→ **Data**
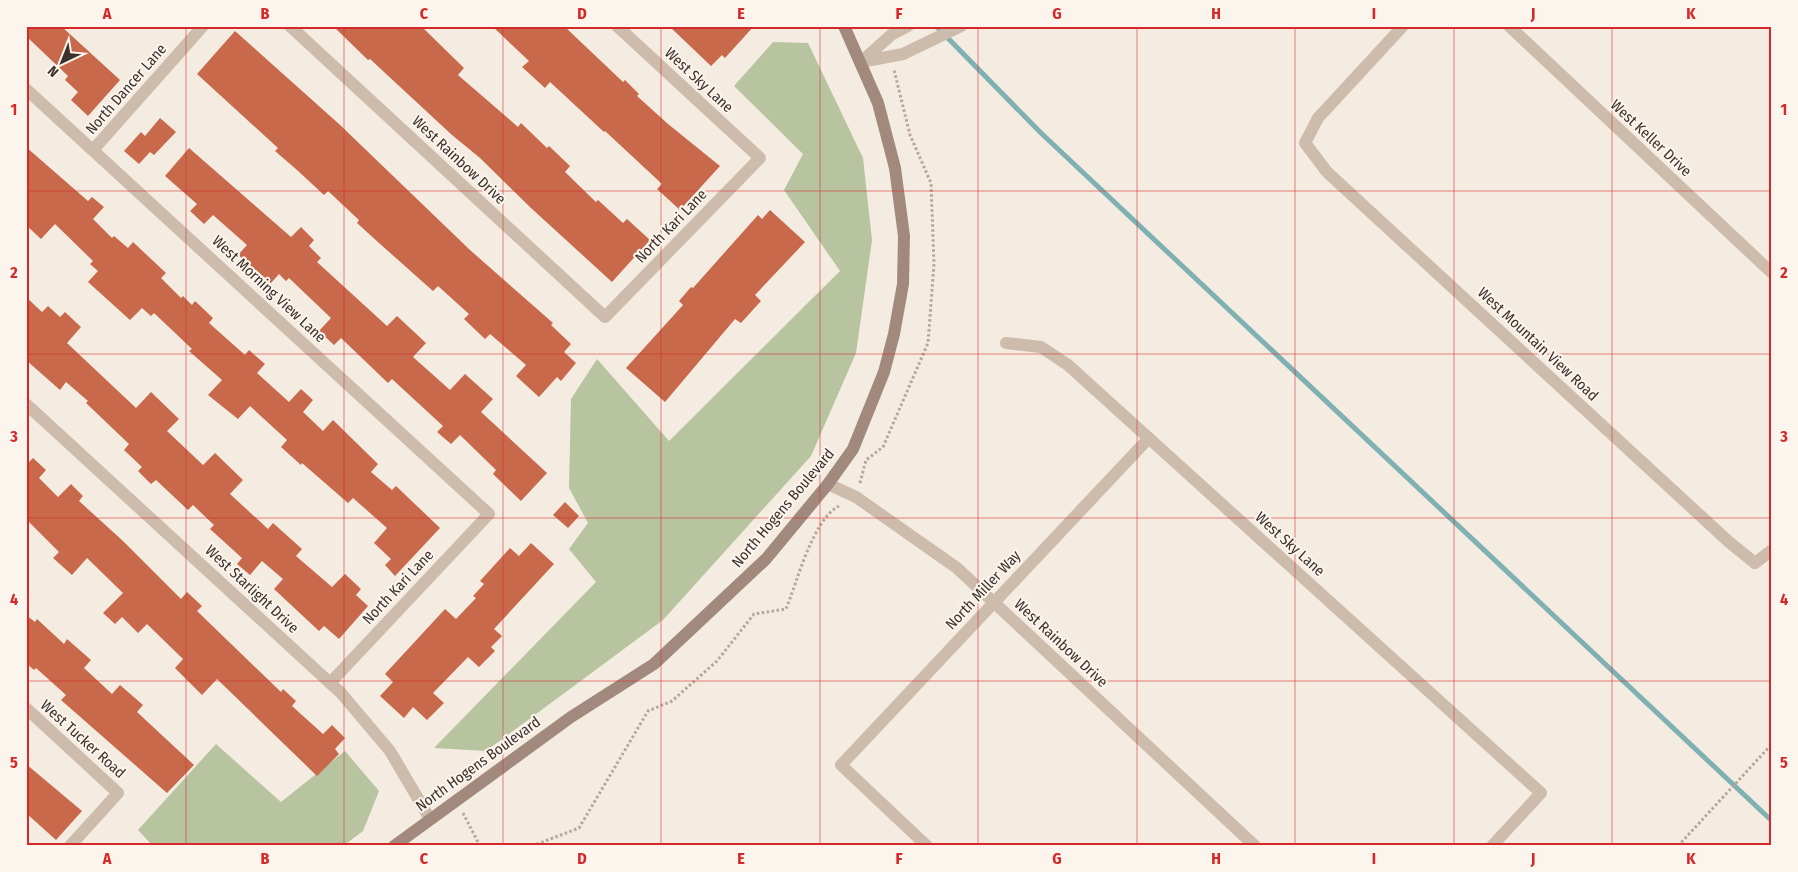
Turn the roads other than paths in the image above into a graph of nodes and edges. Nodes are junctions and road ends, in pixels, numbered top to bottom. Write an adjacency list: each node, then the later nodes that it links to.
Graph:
1 (202, 26): 11 (street, North Dancer Lane)
2 (290, 26): 14 (street, West Rainbow Drive)
3 (617, 26): 12 (street, West Sky Lane)
4 (844, 26): 9 (street, North Hogens Boulevard)
5 (960, 26): 9 (street)
6 (1403, 26): 20 (street, West Mountain View Road)
7 (1509, 26): 13 (street, West Keller Drive)
8 (907, 27): 9 (street)
9 (861, 62): 18 (street, North Hogens Boulevard)
10 (26, 89): 11 (street, West Morning View Lane)
11 (93, 150): 19 (street, West Morning View Lane)
12 (760, 158): 14 (street, North Kari Lane)
13 (1772, 273)
14 (605, 317)
15 (1006, 343): 17 (street, West Sky Lane)
16 (26, 404): 22 (street, West Starlight Drive)
17 (1149, 438): 21 (street, North Miller Way); 29 (street, West Sky Lane)
18 (828, 484): 21 (street, West Rainbow Drive); 24 (street, North Hogens Boulevard)
19 (489, 514): 22 (street, North Kari Lane)
20 (1772, 550)
21 (994, 602): 27 (street, North Miller Way); 28 (street, West Rainbow Drive)
22 (330, 683): 24 (street, West Starlight Drive)
23 (26, 708): 25 (street, West Tucker Road)
24 (430, 819): 26 (street, North Hogens Boulevard)
25 (70, 846)
26 (394, 846)
27 (927, 846)
28 (1255, 846)
29 (1492, 846)

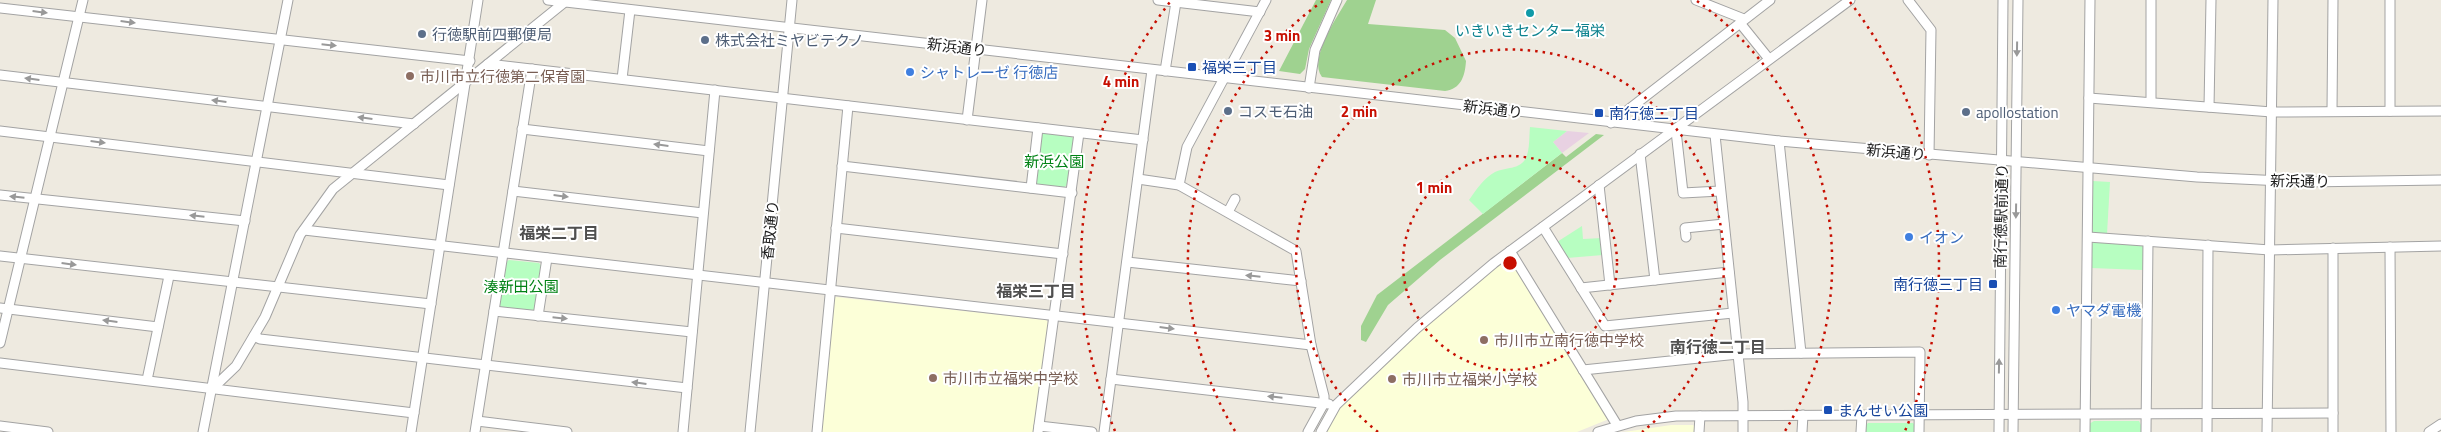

→ **Task to carry out**
Since the pictures are not wanted, repeat only the rest of the material, exactly as given.

→ **Response to this exercise**
Turn the roads other than paths in the image above into a graph of nodes and edges. Nodes are junctions and road ends, in pixels, numbered top to bottom. Write an adjacency list: each node, then the later nodes that it links to.
Graph:
1 (202, 26): 11 (street, North Dancer Lane)
2 (290, 26): 14 (street, West Rainbow Drive)
3 (617, 26): 12 (street, West Sky Lane)
4 (844, 26): 9 (street, North Hogens Boulevard)
5 (960, 26): 9 (street)
6 (1403, 26): 20 (street, West Mountain View Road)
7 (1509, 26): 13 (street, West Keller Drive)
8 (907, 27): 9 (street)
9 (861, 62): 18 (street, North Hogens Boulevard)
10 (26, 89): 11 (street, West Morning View Lane)
11 (93, 150): 19 (street, West Morning View Lane)
12 (760, 158): 14 (street, North Kari Lane)
13 (1772, 273)
14 (605, 317)
15 (1006, 343): 17 (street, West Sky Lane)
16 (26, 404): 22 (street, West Starlight Drive)
17 (1149, 438): 21 (street, North Miller Way); 29 (street, West Sky Lane)
18 (828, 484): 21 (street, West Rainbow Drive); 24 (street, North Hogens Boulevard)
19 (489, 514): 22 (street, North Kari Lane)
20 (1772, 550)
21 (994, 602): 27 (street, North Miller Way); 28 (street, West Rainbow Drive)
22 (330, 683): 24 (street, West Starlight Drive)
23 (26, 708): 25 (street, West Tucker Road)
24 (430, 819): 26 (street, North Hogens Boulevard)
25 (70, 846)
26 (394, 846)
27 (927, 846)
28 (1255, 846)
29 (1492, 846)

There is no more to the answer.